How can the therapist help calm this anger and fear? There’s a problem, and of course it’s Israel’s fault: the “humiliation of the occupation” and Israeli “retaliation” have made it impossible for the Palestinians to ‘mourn’ (it seems to me that they’ve been mourning violently since 1948 and what they haven’t been able to do is get even. But that’s just me). The implication is that to enable this mourning, Israel has to leave the territories and stop defending itself.

Strenger also brings up the issue of religion, so that he can equate the danger from “Israel’s ideological Right” to the well-armed, Iranian funded, antisemitic, genocidal fanatics of Hamas who rule 40% of the Palestinian Arab population. Is he kidding?

So what does diplomatic therapy look like?

As in Northern Ireland, the sponsoring parties, presumably the members of the so-called quartet — the European Union, Russia, the United Nations and the United States — should maintain a permanent peace conference that will convene until an agreement is reached. And the quartet needs to find ways to engage all parties in the region, most of all the Arab League, but also Hamas and possibly, at some point, Iran.

Strenger proposes, therefore, that the borderline-hostile Quartet (only the US can be called even ambiguously pro-Israel) maintain a permanent institution designed to beat Israel until the Palestinians and others are satisfied with the result! And look at those others: the Arab League, which fought to prevent the creation of Israel and has been implacably opposed to its existence ever since; Hamas, which explicitly calls for the destruction of Israel and the murder of its Jewish inhabitants; and Iran, whose President called (yesterday) for the “nonexistence of the Zionist entity,” which is directly responsible for the last two wars fought by Israel, and is preparing the ground now for the next.

This is a therapy group? It sounds more like a lynch mob. But Strenger thinks there will be a catharsis:

An open-ended process would allow Palestinians to voice their rage and pain about what they have gone through and to express their need for Israel to recognize its part in the Nakba. In the same way patients progress by talking about their traumas, a therapeutic process may lead the Palestinians to realize that they have not just been passive victims, that they have made decisions, ranging from rejection of the American partition plan in 1947 to the use of suicide bombers since the 1990s, that have driven back the possibility of peace.

Likewise, Israel’s Jews need to be able to voice their fear that Arabs will never accept the existence of Israel, and that the two-state solution is just a step toward its destruction. Therapeutic diplomacy will help them gradually accept their share of the responsibility for the expulsion of Palestinians in 1948. In this way both parties can come to realize that accepting the other’s narrative and point of view does not mean annihilation.
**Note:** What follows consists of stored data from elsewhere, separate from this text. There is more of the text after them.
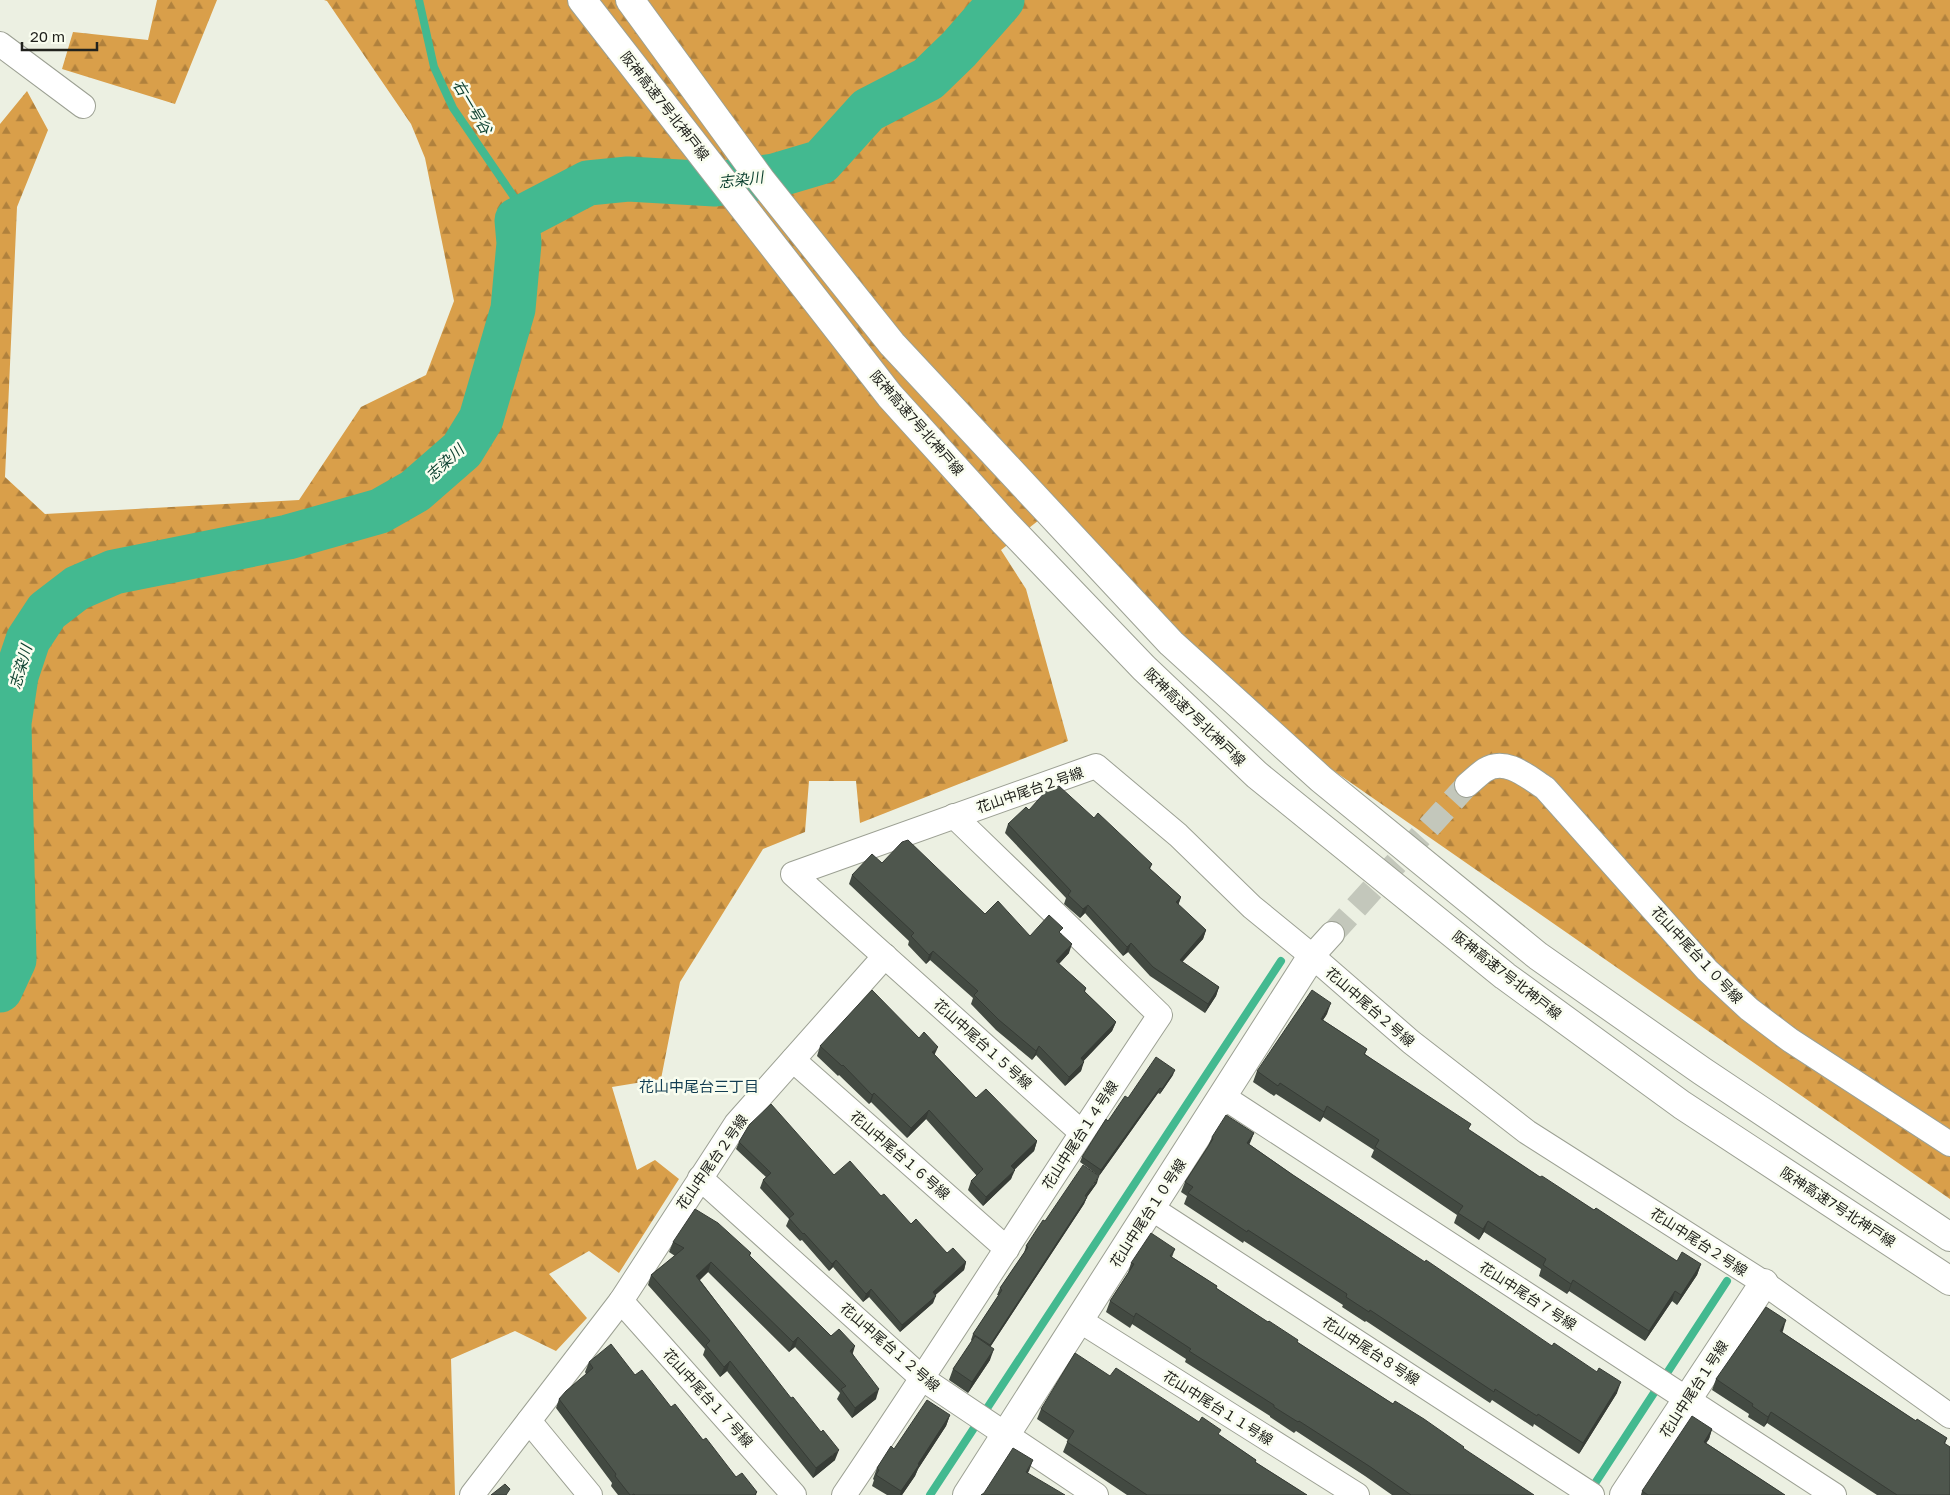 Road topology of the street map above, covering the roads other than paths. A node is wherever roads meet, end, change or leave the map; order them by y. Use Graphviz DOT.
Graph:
graph roads {
  1 [pos="582,0"];
  2 [pos="630,0"];
  3 [pos="0,44"];
  4 [pos="83,106"];
  5 [pos="1467,785"];
  6 [pos="954,816"];
  7 [pos="1332,934"];
  8 [pos="885,956"];
  9 [pos="1312,956"];
  10 [pos="793,1060"];
  11 [pos="1222,1096"];
  12 [pos="1081,1132"];
  13 [pos="1950,1144"];
  14 [pos="700,1178"];
  15 [pos="1151,1208"];
  16 [pos="1950,1237"];
  17 [pos="1007,1249"];
  18 [pos="1950,1281"];
  19 [pos="1764,1283"];
  20 [pos="621,1301"];
  21 [pos="1079,1320"];
  22 [pos="923,1379"];
  23 [pos="1681,1395"];
  24 [pos="1950,1416"];
  25 [pos="529,1421"];
  26 [pos="1000,1432"];
  27 [pos="1583,1489"];
  28 [pos="472,1495"];
  29 [pos="590,1495"];
  30 [pos="794,1495"];
  31 [pos="844,1495"];
  32 [pos="967,1495"];
  33 [pos="1096,1495"];
  34 [pos="1357,1495"];
  35 [pos="1624,1495"];
  36 [pos="1834,1495"];
  1 -- 18 [label="main road, 阪神高速7号北神戸線"];
  2 -- 16 [label="main road"];
  3 -- 4 [label="street"];
  5 -- 13 [label="street, 花山中尾台１０号線"];
  6 -- 8 [label="street, 花山中尾台２号線"];
  6 -- 9 [label="street, 花山中尾台２号線"];
  6 -- 12 [label="street, 花山中尾台１４号線"];
  7 -- 9 [label="street, 花山中尾台１０号線"];
  8 -- 10 [label="street, 花山中尾台２号線"];
  8 -- 12 [label="street, 花山中尾台１５号線"];
  9 -- 11 [label="main road, 花山中尾台１０号線"];
  9 -- 19 [label="street, 花山中尾台２号線"];
  10 -- 14 [label="street, 花山中尾台２号線"];
  10 -- 17 [label="street, 花山中尾台１６号線"];
  11 -- 15 [label="main road, 花山中尾台１０号線"];
  11 -- 23 [label="street, 花山中尾台７号線"];
  12 -- 17 [label="street, 花山中尾台１４号線"];
  14 -- 20 [label="street, 花山中尾台２号線"];
  14 -- 22 [label="street, 花山中尾台１２号線"];
  15 -- 21 [label="main road, 花山中尾台１０号線"];
  15 -- 27 [label="street, 花山中尾台８号線"];
  17 -- 22 [label="street, 花山中尾台１４号線"];
  19 -- 23 [label="main road, 花山中尾台１号線"];
  19 -- 24 [label="street, 花山中尾台２号線"];
  20 -- 25 [label="street, 花山中尾台２号線"];
  20 -- 30 [label="street, 花山中尾台１７号線"];
  21 -- 26 [label="main road, 花山中尾台１０号線"];
  21 -- 34 [label="street, 花山中尾台１１号線"];
  22 -- 26 [label="street, 花山中尾台１２号線"];
  22 -- 31 [label="street, 花山中尾台１４号線"];
  23 -- 35 [label="main road, 花山中尾台１号線"];
  23 -- 36 [label="street, 花山中尾台７号線"];
  25 -- 28 [label="street, 花山中尾台２号線"];
  25 -- 29 [label="street"];
  26 -- 32 [label="main road, 花山中尾台１０号線"];
  26 -- 33 [label="street, 花山中尾台１２号線"];
}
I expect that the Palestinians will voice their rage and pain, something that they are expert at and do all the time. But why should this cause them to stop thinking of themselves as passive victims? It seems to me that the more they express their rage, the more convinced of their victim status they get. And they’ll get a lot of reinforcement from the other group members.

Israelis, for the most part, do accept that some Arabs were expelled in 1948, and that some of them were innocent people who suffered needlessly. They do not in general (except for those like Strenger) think that they must accept the responsibility for everything bad that happened to the Palestinians, they do not accept the Palestinian definition of the ‘crime’ that they are accused of, and they most assuredly don’t agree that they must accept 4-5 million hostile Arabs who claim to be descendants of  all of the original refugees in order to atone for it.

With all due respect, I don’t see a two-sided process of reconciliation here. I see only more pressure for Israel to make still more concessions, to move closer to the Arab position — which has not budged a centimeter since 1948 — until it finally gives up on the idea of Jewish self-determination.

It’s not therapy, it’s therapist-assisted national suicide!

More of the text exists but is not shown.